Pas le choix. Cette réponse brûlait les lèvres d'Hana, mais elle ne le prononça pas à voix haute pour autant. S'attirer un regard plein de pitié, c'était bien la dernière chose dont elle avait besoin en ce moment. Elle ne voulait pas passer pour quelqu'un de faible, et encore moins face au jeune homme. Il l'avait déjà vu bien trop souvent en proie à ses émotions. La brune souhaitait conserver à tout prix le peu de dignité qu'il lui restait.

—Quand je patine, c'est bien le seul moment où ma grand-mère me laisse enfin un peu de répit.

À peine sa phrase finie, Hana se mordit l'intérieur des joues. Même si c'était l'entière vérité, cette explication sonnait encore pire que sa première pensée. Là, elle semblait vraiment désespérée. Pathétique. Le peu de sérénité qu'elle avait retrouvé venait de voler en éclat, et le mégot qu'elle tenait entre ses doigts ne lui était de plus aucune utilité.

—J'pensais que tu fumais pas, ricana l'étudiant en avisant sa moue contrariée.

—Regardez qui parle, rétorqua-t-elle en lui jetant un regard de travers.

—T'es la seule avec une clope, j'te signale.

En effet, il ne mentait pas. La jeune femme avait beau chercher, aucune cigarette ne dansait ni entre les doigts du garçon, ni entre ses lèvres. Surprenant. Encore plus surprenant encore : elle avait beau fouiller sa mémoire, elle réalisa qu'il n'avait, en fait, pas du tout fumé en sa présence. Alors que, de quoi faire, elle ne doutait pas qu'il avait tout ce qu'il fallait sur lui.

—C'est exceptionnel, on dira.

Il voulait juste la charrier, et cela ne manqua pas.

—On en reparlera dans quatre ans quand tu seras addict, riposta-t-il tout de même en haussant négligemment les épaules.

—Tu veux dire, quand je t'visiterai sur ton lit de mort pour un cancer des poumons ?

Sa remarque lui arracha un léger rire, et inconsciemment, Hana se mit à sourire également. Au même moment, le son lointain d'un moteur se fit entendre. Le bus venait de pointer le bout de son nez.

—T'as quelque chose de prévu ce soir ? Demanda-t-elle subitement et sans détours. La vieille doit déjà dormir, elle ne nous entendra pas.

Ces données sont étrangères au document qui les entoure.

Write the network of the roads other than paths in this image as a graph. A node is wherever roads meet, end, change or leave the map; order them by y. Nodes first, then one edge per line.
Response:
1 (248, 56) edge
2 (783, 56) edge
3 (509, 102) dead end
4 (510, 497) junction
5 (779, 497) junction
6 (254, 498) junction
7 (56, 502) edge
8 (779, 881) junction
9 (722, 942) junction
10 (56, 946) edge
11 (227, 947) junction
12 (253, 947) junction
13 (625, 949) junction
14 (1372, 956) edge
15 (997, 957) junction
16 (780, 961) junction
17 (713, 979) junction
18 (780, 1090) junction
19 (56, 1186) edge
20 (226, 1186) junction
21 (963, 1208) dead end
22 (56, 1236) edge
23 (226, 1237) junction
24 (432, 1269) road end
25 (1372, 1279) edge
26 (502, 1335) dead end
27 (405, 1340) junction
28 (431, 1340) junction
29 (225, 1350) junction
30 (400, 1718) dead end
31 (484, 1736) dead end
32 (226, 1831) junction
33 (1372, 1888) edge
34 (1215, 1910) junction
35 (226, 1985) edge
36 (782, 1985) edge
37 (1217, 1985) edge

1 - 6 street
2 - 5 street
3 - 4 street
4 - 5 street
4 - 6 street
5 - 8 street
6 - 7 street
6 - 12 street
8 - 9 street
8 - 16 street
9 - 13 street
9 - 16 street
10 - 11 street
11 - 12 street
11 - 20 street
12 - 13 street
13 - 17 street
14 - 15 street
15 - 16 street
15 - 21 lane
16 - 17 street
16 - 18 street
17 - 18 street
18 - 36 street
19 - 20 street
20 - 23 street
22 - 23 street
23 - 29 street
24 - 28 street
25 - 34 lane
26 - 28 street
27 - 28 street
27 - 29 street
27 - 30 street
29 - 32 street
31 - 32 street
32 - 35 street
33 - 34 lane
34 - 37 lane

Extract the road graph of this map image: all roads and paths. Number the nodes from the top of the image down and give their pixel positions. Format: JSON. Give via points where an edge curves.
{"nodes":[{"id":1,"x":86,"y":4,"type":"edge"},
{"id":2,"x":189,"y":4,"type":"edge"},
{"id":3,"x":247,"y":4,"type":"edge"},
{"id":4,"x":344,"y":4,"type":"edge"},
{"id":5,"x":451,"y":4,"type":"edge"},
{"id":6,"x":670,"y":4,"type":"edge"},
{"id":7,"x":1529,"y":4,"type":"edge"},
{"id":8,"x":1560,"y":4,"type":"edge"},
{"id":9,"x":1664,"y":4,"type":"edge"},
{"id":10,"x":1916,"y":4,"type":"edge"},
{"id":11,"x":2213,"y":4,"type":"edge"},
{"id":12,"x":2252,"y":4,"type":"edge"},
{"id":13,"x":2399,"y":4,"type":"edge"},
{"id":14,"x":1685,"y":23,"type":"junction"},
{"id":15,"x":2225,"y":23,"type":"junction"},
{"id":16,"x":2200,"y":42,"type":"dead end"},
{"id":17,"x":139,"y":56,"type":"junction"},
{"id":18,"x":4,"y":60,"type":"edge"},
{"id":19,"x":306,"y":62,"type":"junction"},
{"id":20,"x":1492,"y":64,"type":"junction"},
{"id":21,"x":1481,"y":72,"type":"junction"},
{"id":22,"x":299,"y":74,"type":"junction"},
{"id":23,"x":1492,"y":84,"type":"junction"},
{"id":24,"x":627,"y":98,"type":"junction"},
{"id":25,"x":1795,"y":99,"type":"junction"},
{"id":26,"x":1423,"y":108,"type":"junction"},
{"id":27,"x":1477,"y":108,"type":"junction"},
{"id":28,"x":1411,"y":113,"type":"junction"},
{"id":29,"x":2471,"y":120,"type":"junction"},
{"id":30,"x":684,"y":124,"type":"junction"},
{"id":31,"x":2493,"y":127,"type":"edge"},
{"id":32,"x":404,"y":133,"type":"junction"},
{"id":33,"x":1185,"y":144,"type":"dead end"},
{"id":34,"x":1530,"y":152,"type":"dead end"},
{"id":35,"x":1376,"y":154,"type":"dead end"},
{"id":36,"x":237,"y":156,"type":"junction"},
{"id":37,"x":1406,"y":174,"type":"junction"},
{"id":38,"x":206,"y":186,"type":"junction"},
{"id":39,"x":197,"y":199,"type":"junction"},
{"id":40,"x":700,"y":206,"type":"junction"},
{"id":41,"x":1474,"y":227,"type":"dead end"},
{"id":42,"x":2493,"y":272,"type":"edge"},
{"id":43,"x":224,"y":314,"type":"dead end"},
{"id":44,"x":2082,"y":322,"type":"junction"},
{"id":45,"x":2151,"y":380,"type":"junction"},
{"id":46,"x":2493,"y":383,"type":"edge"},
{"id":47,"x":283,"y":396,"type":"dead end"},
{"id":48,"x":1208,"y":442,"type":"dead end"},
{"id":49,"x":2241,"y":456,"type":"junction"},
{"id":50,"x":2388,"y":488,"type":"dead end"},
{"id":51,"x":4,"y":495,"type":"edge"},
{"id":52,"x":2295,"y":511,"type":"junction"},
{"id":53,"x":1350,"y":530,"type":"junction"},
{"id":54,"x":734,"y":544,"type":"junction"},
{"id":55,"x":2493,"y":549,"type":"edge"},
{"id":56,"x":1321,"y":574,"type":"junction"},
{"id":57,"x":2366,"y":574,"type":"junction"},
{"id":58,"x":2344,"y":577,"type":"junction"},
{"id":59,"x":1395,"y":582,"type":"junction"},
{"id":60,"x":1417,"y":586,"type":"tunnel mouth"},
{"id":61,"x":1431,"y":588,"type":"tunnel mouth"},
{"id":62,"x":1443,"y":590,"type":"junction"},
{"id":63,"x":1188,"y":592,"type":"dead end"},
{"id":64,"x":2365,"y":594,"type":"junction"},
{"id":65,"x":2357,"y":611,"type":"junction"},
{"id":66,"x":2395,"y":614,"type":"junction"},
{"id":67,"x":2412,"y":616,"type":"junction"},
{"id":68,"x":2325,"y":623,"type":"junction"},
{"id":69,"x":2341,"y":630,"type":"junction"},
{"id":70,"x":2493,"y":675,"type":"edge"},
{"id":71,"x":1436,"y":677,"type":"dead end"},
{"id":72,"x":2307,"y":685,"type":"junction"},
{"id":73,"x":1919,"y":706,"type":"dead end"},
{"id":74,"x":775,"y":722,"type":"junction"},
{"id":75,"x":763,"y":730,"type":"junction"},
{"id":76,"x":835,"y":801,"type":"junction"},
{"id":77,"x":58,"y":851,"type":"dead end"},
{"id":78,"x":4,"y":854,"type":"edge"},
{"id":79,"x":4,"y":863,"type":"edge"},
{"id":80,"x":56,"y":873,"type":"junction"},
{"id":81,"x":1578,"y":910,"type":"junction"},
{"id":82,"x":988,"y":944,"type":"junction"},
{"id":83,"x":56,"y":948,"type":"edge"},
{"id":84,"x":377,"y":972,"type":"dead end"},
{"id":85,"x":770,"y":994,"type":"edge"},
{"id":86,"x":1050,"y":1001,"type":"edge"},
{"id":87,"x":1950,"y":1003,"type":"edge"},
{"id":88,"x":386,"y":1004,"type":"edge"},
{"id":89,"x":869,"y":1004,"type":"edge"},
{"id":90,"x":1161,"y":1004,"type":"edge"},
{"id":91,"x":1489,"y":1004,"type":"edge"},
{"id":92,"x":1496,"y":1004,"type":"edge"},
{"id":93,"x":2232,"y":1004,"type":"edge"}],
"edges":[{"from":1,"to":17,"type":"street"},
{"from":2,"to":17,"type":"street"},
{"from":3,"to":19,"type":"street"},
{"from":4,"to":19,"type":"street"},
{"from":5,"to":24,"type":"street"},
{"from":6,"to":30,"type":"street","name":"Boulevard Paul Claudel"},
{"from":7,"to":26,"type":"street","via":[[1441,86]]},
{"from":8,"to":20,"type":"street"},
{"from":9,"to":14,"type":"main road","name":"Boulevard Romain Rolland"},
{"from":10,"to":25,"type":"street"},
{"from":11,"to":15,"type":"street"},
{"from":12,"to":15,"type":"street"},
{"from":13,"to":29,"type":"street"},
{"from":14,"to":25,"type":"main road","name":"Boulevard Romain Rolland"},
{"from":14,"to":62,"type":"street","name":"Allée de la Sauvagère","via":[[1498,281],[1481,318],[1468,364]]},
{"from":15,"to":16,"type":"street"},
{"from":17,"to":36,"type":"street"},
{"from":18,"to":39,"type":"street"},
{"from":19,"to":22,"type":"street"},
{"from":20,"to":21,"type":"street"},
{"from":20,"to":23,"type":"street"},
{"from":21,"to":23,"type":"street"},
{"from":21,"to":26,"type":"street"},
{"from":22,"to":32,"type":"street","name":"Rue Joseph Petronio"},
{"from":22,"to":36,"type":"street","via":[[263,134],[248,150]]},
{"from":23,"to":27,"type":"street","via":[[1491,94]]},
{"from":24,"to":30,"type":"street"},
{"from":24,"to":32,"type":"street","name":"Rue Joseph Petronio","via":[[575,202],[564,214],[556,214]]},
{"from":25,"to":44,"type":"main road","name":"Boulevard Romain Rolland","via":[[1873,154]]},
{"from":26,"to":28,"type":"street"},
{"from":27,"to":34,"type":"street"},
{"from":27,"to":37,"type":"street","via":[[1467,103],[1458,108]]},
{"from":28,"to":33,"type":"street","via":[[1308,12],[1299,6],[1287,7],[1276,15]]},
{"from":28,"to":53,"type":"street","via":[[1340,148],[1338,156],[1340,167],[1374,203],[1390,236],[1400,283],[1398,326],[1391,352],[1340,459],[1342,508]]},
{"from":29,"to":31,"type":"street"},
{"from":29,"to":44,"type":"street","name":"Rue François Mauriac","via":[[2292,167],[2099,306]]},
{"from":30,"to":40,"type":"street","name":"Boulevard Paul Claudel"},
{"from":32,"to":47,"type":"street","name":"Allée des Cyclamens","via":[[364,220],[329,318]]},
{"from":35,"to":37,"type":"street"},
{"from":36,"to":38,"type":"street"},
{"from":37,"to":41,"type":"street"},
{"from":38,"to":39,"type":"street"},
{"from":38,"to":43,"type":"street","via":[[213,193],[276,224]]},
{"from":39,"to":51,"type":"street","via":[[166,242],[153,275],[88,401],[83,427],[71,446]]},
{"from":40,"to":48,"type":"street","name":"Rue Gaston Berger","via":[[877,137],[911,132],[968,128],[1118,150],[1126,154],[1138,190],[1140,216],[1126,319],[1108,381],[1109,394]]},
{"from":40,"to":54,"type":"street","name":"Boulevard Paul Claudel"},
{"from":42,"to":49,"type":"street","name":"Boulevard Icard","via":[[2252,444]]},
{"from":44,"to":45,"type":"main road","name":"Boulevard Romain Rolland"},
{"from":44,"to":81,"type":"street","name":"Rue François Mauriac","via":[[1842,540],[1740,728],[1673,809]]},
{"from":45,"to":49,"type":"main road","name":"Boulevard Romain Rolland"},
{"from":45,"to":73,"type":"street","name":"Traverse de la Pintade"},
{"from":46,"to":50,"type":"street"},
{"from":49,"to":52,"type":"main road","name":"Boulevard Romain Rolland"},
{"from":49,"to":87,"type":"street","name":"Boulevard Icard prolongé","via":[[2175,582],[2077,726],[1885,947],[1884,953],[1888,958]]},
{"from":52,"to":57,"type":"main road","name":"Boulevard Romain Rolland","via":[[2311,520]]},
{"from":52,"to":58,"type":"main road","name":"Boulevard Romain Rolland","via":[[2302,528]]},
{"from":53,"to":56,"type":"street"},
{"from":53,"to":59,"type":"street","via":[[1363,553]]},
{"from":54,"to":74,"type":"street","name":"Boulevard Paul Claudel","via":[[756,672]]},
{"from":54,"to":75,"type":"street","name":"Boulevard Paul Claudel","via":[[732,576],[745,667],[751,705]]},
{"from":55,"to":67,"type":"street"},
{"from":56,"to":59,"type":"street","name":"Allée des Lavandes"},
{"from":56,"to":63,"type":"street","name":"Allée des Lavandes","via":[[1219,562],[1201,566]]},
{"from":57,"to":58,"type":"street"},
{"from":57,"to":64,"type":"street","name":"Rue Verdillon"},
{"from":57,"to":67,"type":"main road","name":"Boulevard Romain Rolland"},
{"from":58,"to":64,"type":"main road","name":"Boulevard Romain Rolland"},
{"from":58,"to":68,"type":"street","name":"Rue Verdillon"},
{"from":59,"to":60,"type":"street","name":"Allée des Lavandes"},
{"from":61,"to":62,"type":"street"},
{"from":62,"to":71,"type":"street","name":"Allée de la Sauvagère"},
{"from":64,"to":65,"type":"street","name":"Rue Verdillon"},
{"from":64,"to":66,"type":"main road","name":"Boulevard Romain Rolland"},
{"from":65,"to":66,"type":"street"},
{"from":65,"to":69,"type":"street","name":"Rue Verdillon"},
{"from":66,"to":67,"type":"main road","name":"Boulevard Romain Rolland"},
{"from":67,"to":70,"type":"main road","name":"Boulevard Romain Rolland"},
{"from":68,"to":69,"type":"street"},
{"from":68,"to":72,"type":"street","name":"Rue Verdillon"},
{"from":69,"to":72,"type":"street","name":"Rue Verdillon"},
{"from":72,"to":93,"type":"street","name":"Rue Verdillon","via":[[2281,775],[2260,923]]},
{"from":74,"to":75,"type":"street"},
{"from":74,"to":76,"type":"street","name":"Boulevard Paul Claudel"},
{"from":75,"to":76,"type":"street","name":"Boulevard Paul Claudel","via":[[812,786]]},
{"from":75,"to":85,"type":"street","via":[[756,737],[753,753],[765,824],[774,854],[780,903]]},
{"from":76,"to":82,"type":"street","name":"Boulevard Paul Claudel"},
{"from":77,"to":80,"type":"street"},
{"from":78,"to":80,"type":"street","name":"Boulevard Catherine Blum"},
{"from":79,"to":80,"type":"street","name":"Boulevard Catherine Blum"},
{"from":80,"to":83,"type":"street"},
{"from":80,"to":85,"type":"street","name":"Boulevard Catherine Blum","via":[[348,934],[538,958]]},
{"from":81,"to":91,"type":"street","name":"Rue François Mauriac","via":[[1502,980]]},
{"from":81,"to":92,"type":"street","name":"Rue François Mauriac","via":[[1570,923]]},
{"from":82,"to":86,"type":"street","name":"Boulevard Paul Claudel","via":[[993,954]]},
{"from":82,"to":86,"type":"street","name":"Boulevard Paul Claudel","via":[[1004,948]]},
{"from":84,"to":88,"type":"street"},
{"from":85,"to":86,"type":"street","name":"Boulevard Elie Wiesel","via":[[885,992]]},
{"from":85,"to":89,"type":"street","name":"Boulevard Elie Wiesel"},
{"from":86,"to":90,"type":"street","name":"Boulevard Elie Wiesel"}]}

Elle avait désespérément besoin de se changer les idées, et il se trouvait que son comparse remplissait parfaitement cette fonction. Alors, elle n'y avait pas réfléchi à deux fois avant de l'entraîner à sa suite, ne prenant même pas la peine d'attendre sa réponse. De toute façon, le fait qu'il la suive docilement, en prime avec un rictus satisfait, était bien plus parlant que n'importe quel mot. Dans un sens, c'était pile ce qu'il avait espéré en l'attendant ce soir-là.

Vraisemblablement, Hana n'était pas la seule à vouloir passer du bon temps.